▶ [ACTIVITY] One figure is the whole answer: the number of lines below that contain the word "each".

▶ [SUPPLIED ENTRIES]
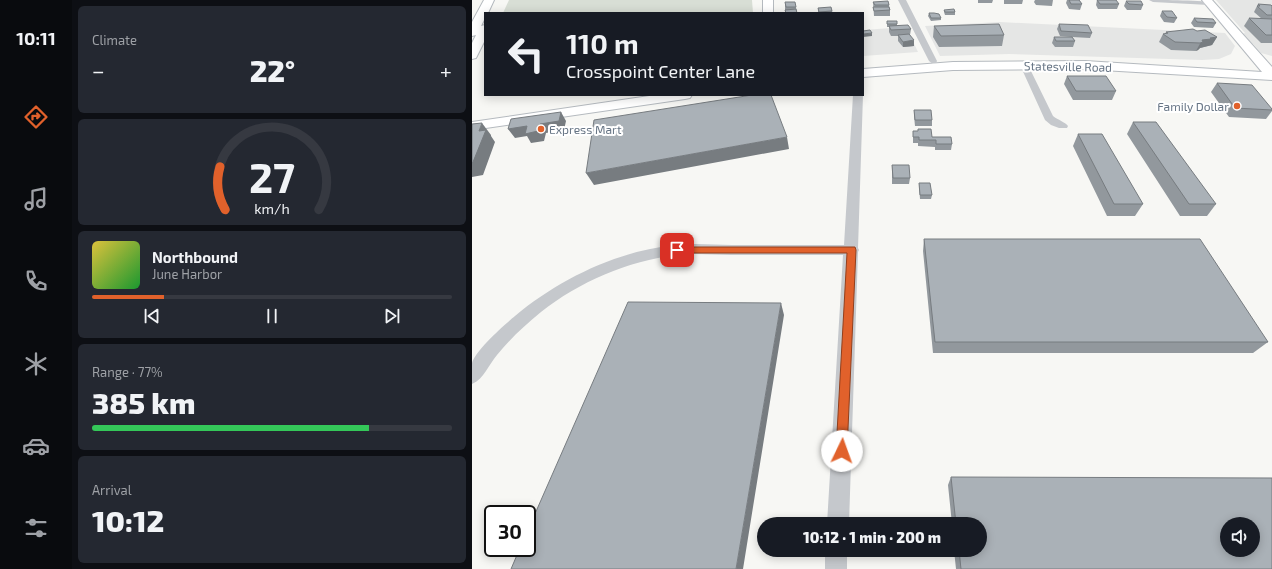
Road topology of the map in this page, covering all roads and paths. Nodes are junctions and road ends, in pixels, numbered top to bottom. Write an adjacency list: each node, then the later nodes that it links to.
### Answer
1 (489, 0): 10 (main road)
2 (497, 0): 7 (main road)
3 (768, 0): 8 (main road)
4 (902, 0): 12 (street)
5 (1153, 0): 6 (street)
6 (1208, 2): 16 (main road)
7 (492, 12)
8 (768, 12)
9 (484, 30): 11 (main road)
10 (472, 33)
11 (472, 55)
12 (933, 61): 14 (main road, Statesville Road); 16 (main road, Statesville Road)
13 (1024, 65): 15 (main road, Statesville Road); 16 (main road, Statesville Road); 22 (street)
14 (864, 66)
15 (864, 73)
16 (1271, 73)
17 (627, 96): 20 (main road)
18 (678, 96): 21 (main road)
19 (858, 96): 23 (street)
20 (472, 118)
21 (472, 126)
22 (1063, 126)
23 (852, 250): 24 (street); 25 (street)
24 (472, 376)
25 (838, 517)
26 (836, 557): 27 (street)
27 (836, 569)

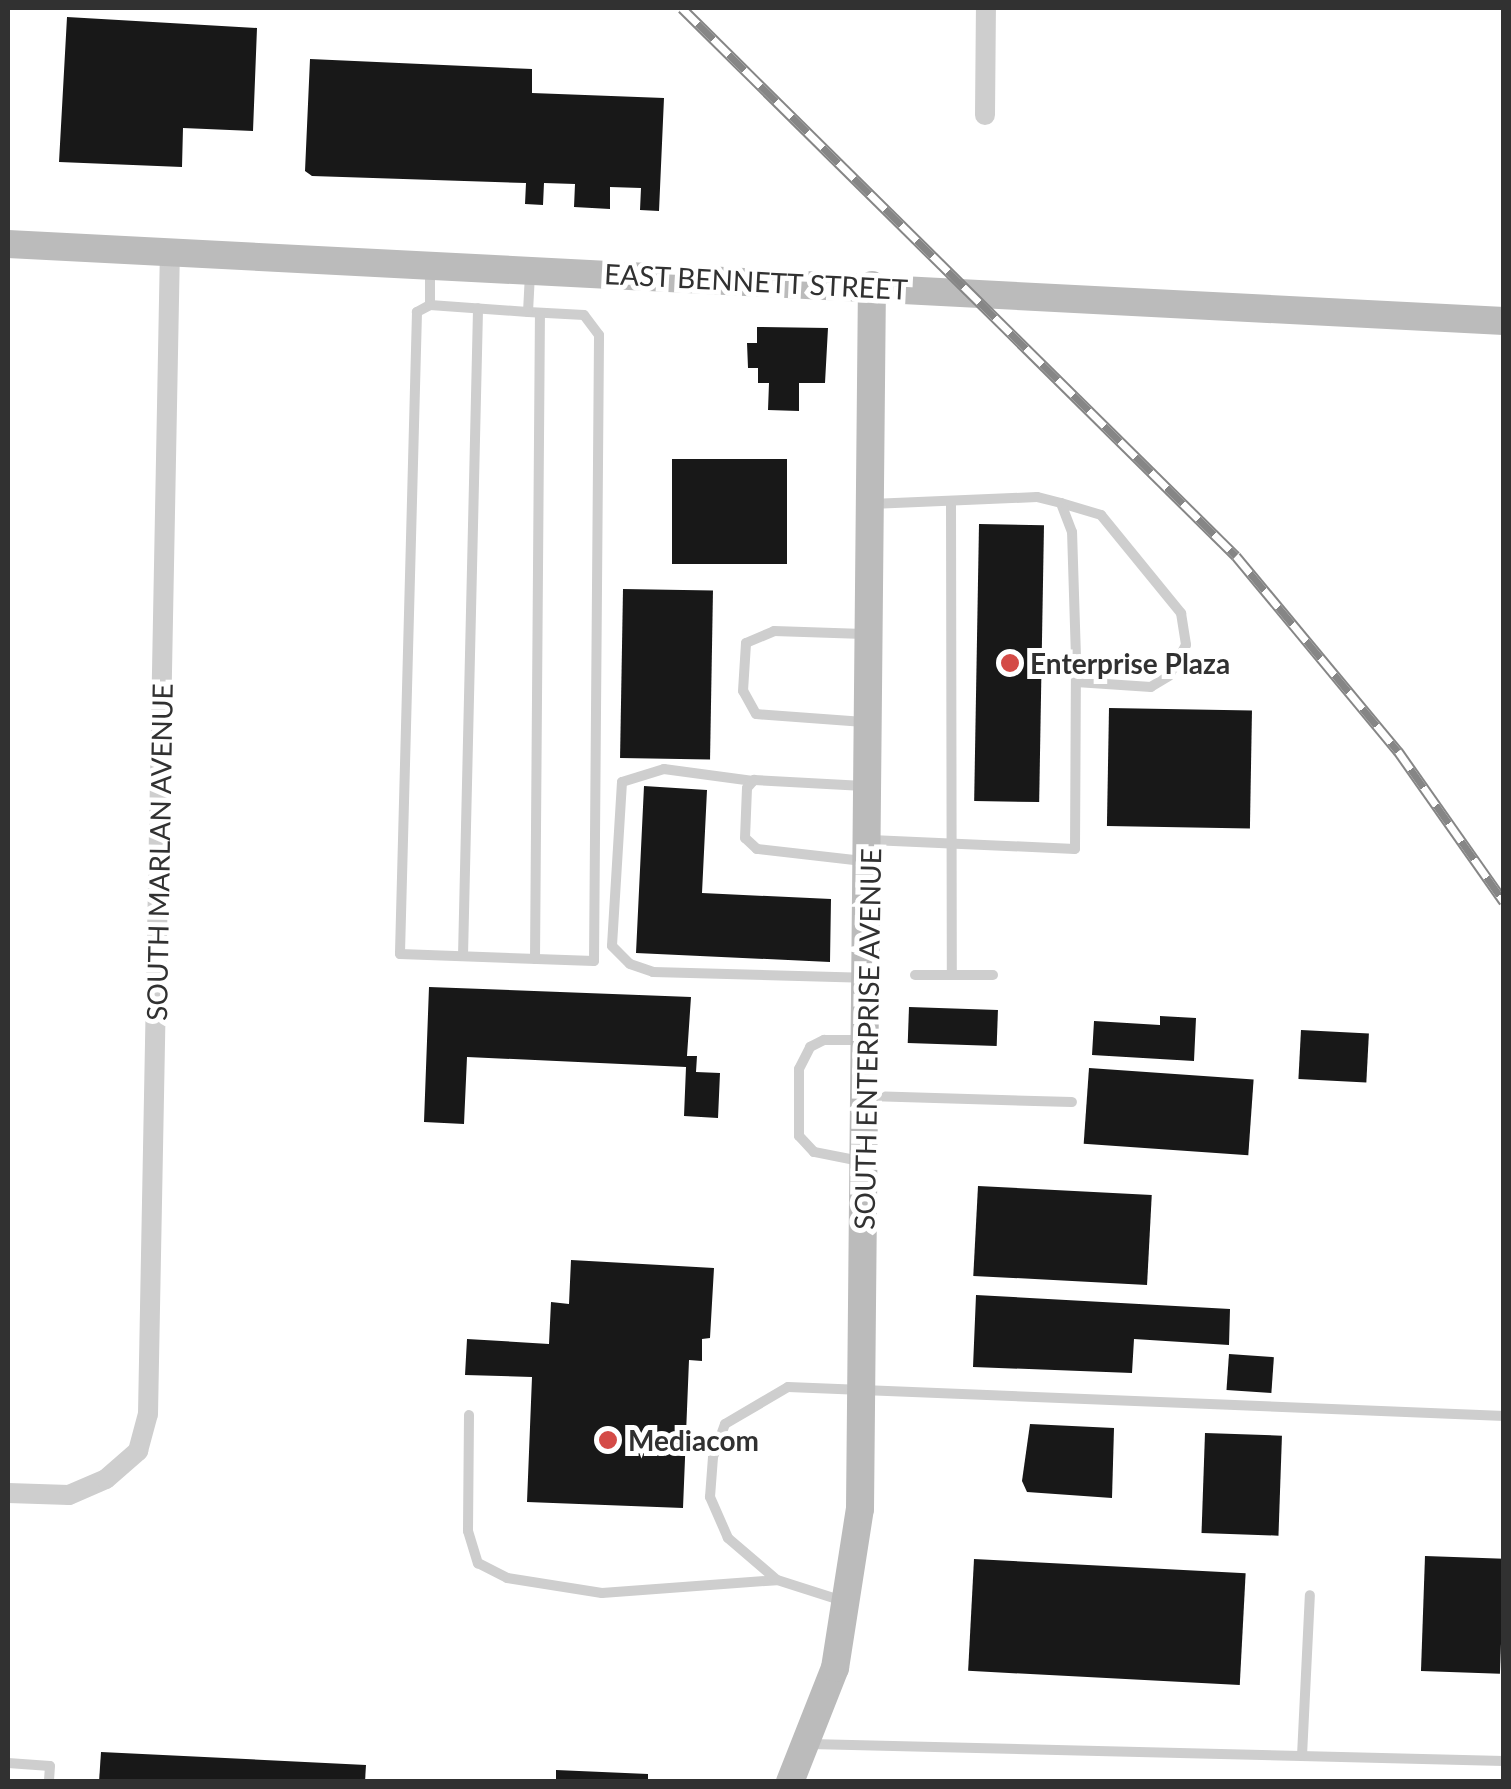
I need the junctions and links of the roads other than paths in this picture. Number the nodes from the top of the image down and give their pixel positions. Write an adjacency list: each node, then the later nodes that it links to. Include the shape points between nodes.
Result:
1 (986, 8): 2 (street)
2 (985, 116)
3 (8, 244): 4 (street, EAST BENNETT STREET)
4 (170, 252): 5 (street, EAST BENNETT STREET); 35 (street, SOUTH MARLAN AVENUE, via 149,1375 138,1451 106,1479 69,1495)
5 (430, 264): 6 (street, EAST BENNETT STREET); 8 (lane)
6 (531, 269): 7 (street, EAST BENNETT STREET); 10 (lane)
7 (872, 285): 11 (street, EAST BENNETT STREET); 13 (street, SOUTH ENTERPRISE AVENUE)
8 (430, 305): 9 (lane); 22 (lane, via 417,312 400,954)
9 (478, 308): 10 (lane); 22 (lane)
10 (534, 312): 23 (lane); 23 (lane, via 584,315 600,336 594,961)
11 (1504, 322)
12 (951, 500): 13 (lane); 14 (lane, via 1037,497); 20 (lane)
13 (871, 504): 15 (street, SOUTH ENTERPRISE AVENUE)
14 (1061, 504): 16 (lane, via 1072,532); 16 (lane, via 1102,515 1181,613 1186,645 1169,676 1151,687)
15 (870, 634): 17 (street, SOUTH ENTERPRISE AVENUE); 17 (lane, via 774,631 746,644 743,691 756,714)
16 (1076, 682): 20 (lane, via 1075,848)
17 (870, 722): 19 (street, SOUTH ENTERPRISE AVENUE)
18 (753, 781): 19 (lane); 21 (lane, via 745,838 757,848); 27 (lane, via 664,769 622,782 612,946 630,964 654,972)
19 (870, 786): 21 (street, SOUTH ENTERPRISE AVENUE)
20 (950, 843): 21 (lane); 25 (lane)
21 (869, 851): 27 (street, SOUTH ENTERPRISE AVENUE)
22 (464, 956): 23 (lane)
23 (535, 959)
24 (915, 975): 25 (lane)
25 (952, 975): 26 (lane)
26 (993, 975)
27 (868, 978): 28 (street, SOUTH ENTERPRISE AVENUE)
28 (867, 1040): 29 (street, SOUTH ENTERPRISE AVENUE); 31 (lane, via 824,1040 810,1047 799,1070 799,1136 814,1152)
29 (866, 1096): 30 (lane); 31 (street, SOUTH ENTERPRISE AVENUE)
30 (1072, 1102)
31 (865, 1162): 32 (street, SOUTH ENTERPRISE AVENUE)
32 (862, 1390): 34 (lane); 36 (lane, via 788,1387 725,1424 713,1456 710,1497 728,1538); 38 (street, SOUTH ENTERPRISE AVENUE)
33 (469, 1415): 36 (lane, via 468,1531 478,1563 508,1578 602,1592)
34 (1504, 1416)
35 (8, 1494)
36 (777, 1580): 38 (lane)
37 (1310, 1595): 40 (lane)
38 (850, 1604): 39 (street, SOUTH ENTERPRISE AVENUE)
39 (809, 1744): 40 (lane); 44 (street, SOUTH ENTERPRISE AVENUE)
40 (1302, 1756): 41 (lane)
41 (1504, 1761)
42 (8, 1762): 43 (lane, via 50,1766)
43 (49, 1782)
44 (790, 1782)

▶ [YOUR SOLUTION] 2